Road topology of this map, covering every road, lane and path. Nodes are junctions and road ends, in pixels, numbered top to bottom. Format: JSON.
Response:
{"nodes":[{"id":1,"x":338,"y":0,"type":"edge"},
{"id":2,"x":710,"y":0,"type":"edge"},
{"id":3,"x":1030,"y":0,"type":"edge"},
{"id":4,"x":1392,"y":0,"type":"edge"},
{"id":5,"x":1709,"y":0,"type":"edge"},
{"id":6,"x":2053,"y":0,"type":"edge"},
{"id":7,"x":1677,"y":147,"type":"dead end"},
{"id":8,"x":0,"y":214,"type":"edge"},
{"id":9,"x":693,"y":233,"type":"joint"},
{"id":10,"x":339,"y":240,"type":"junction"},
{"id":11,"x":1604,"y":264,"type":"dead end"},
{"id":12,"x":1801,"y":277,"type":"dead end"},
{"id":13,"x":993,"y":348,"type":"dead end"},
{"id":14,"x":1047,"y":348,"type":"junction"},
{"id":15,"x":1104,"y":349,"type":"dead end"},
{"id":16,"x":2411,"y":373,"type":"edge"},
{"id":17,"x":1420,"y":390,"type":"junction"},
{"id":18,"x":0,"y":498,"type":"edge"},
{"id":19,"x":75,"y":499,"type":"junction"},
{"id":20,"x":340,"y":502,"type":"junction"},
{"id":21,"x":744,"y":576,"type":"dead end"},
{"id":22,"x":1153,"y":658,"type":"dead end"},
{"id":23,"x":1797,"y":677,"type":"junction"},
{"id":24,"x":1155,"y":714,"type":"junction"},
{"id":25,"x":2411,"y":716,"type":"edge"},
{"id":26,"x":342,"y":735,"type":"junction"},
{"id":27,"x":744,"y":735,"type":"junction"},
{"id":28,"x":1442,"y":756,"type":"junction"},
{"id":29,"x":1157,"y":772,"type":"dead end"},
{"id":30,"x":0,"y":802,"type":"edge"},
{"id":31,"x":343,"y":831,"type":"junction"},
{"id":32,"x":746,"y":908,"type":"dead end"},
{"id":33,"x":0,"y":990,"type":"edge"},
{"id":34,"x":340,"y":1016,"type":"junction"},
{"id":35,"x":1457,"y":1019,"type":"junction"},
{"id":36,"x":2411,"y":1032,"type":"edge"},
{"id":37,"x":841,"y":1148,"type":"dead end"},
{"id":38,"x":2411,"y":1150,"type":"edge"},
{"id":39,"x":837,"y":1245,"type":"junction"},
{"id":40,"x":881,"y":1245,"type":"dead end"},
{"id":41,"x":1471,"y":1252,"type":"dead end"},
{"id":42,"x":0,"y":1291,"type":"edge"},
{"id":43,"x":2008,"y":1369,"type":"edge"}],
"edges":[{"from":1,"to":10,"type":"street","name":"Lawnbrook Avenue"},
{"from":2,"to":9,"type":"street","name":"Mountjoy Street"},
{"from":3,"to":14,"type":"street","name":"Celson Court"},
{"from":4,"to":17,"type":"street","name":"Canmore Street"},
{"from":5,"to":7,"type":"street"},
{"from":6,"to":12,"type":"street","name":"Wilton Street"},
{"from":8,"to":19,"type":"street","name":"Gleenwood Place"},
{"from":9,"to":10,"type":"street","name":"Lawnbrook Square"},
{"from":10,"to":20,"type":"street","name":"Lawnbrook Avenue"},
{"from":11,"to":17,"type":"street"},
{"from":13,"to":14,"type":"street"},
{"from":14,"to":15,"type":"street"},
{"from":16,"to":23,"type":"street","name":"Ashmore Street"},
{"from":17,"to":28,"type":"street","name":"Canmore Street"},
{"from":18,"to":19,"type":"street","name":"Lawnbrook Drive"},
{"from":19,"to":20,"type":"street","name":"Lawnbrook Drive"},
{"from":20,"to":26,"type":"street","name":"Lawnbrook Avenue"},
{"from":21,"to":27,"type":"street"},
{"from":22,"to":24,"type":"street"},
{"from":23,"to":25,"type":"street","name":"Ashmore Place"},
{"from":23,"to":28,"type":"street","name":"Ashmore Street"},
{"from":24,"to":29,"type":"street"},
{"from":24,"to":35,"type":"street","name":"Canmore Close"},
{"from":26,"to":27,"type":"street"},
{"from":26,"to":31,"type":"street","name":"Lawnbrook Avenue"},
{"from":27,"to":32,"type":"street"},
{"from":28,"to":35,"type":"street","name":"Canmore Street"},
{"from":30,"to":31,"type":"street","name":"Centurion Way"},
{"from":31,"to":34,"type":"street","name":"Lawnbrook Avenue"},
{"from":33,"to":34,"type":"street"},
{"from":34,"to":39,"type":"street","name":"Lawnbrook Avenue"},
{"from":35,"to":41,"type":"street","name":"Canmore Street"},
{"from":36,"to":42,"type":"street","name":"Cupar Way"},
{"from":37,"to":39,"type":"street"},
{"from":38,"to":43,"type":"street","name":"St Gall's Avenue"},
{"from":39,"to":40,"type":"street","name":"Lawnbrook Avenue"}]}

····················

_Activity_. Exactly as written, restate every line of the listing above.

_Written solution_.
Road topology of this map, covering every road, lane and path. Nodes are junctions and road ends, in pixels, numbered top to bottom. Format: JSON.
Response:
{"nodes":[{"id":1,"x":338,"y":0,"type":"edge"},
{"id":2,"x":710,"y":0,"type":"edge"},
{"id":3,"x":1030,"y":0,"type":"edge"},
{"id":4,"x":1392,"y":0,"type":"edge"},
{"id":5,"x":1709,"y":0,"type":"edge"},
{"id":6,"x":2053,"y":0,"type":"edge"},
{"id":7,"x":1677,"y":147,"type":"dead end"},
{"id":8,"x":0,"y":214,"type":"edge"},
{"id":9,"x":693,"y":233,"type":"joint"},
{"id":10,"x":339,"y":240,"type":"junction"},
{"id":11,"x":1604,"y":264,"type":"dead end"},
{"id":12,"x":1801,"y":277,"type":"dead end"},
{"id":13,"x":993,"y":348,"type":"dead end"},
{"id":14,"x":1047,"y":348,"type":"junction"},
{"id":15,"x":1104,"y":349,"type":"dead end"},
{"id":16,"x":2411,"y":373,"type":"edge"},
{"id":17,"x":1420,"y":390,"type":"junction"},
{"id":18,"x":0,"y":498,"type":"edge"},
{"id":19,"x":75,"y":499,"type":"junction"},
{"id":20,"x":340,"y":502,"type":"junction"},
{"id":21,"x":744,"y":576,"type":"dead end"},
{"id":22,"x":1153,"y":658,"type":"dead end"},
{"id":23,"x":1797,"y":677,"type":"junction"},
{"id":24,"x":1155,"y":714,"type":"junction"},
{"id":25,"x":2411,"y":716,"type":"edge"},
{"id":26,"x":342,"y":735,"type":"junction"},
{"id":27,"x":744,"y":735,"type":"junction"},
{"id":28,"x":1442,"y":756,"type":"junction"},
{"id":29,"x":1157,"y":772,"type":"dead end"},
{"id":30,"x":0,"y":802,"type":"edge"},
{"id":31,"x":343,"y":831,"type":"junction"},
{"id":32,"x":746,"y":908,"type":"dead end"},
{"id":33,"x":0,"y":990,"type":"edge"},
{"id":34,"x":340,"y":1016,"type":"junction"},
{"id":35,"x":1457,"y":1019,"type":"junction"},
{"id":36,"x":2411,"y":1032,"type":"edge"},
{"id":37,"x":841,"y":1148,"type":"dead end"},
{"id":38,"x":2411,"y":1150,"type":"edge"},
{"id":39,"x":837,"y":1245,"type":"junction"},
{"id":40,"x":881,"y":1245,"type":"dead end"},
{"id":41,"x":1471,"y":1252,"type":"dead end"},
{"id":42,"x":0,"y":1291,"type":"edge"},
{"id":43,"x":2008,"y":1369,"type":"edge"}],
"edges":[{"from":1,"to":10,"type":"street","name":"Lawnbrook Avenue"},
{"from":2,"to":9,"type":"street","name":"Mountjoy Street"},
{"from":3,"to":14,"type":"street","name":"Celson Court"},
{"from":4,"to":17,"type":"street","name":"Canmore Street"},
{"from":5,"to":7,"type":"street"},
{"from":6,"to":12,"type":"street","name":"Wilton Street"},
{"from":8,"to":19,"type":"street","name":"Gleenwood Place"},
{"from":9,"to":10,"type":"street","name":"Lawnbrook Square"},
{"from":10,"to":20,"type":"street","name":"Lawnbrook Avenue"},
{"from":11,"to":17,"type":"street"},
{"from":13,"to":14,"type":"street"},
{"from":14,"to":15,"type":"street"},
{"from":16,"to":23,"type":"street","name":"Ashmore Street"},
{"from":17,"to":28,"type":"street","name":"Canmore Street"},
{"from":18,"to":19,"type":"street","name":"Lawnbrook Drive"},
{"from":19,"to":20,"type":"street","name":"Lawnbrook Drive"},
{"from":20,"to":26,"type":"street","name":"Lawnbrook Avenue"},
{"from":21,"to":27,"type":"street"},
{"from":22,"to":24,"type":"street"},
{"from":23,"to":25,"type":"street","name":"Ashmore Place"},
{"from":23,"to":28,"type":"street","name":"Ashmore Street"},
{"from":24,"to":29,"type":"street"},
{"from":24,"to":35,"type":"street","name":"Canmore Close"},
{"from":26,"to":27,"type":"street"},
{"from":26,"to":31,"type":"street","name":"Lawnbrook Avenue"},
{"from":27,"to":32,"type":"street"},
{"from":28,"to":35,"type":"street","name":"Canmore Street"},
{"from":30,"to":31,"type":"street","name":"Centurion Way"},
{"from":31,"to":34,"type":"street","name":"Lawnbrook Avenue"},
{"from":33,"to":34,"type":"street"},
{"from":34,"to":39,"type":"street","name":"Lawnbrook Avenue"},
{"from":35,"to":41,"type":"street","name":"Canmore Street"},
{"from":36,"to":42,"type":"street","name":"Cupar Way"},
{"from":37,"to":39,"type":"street"},
{"from":38,"to":43,"type":"street","name":"St Gall's Avenue"},
{"from":39,"to":40,"type":"street","name":"Lawnbrook Avenue"}]}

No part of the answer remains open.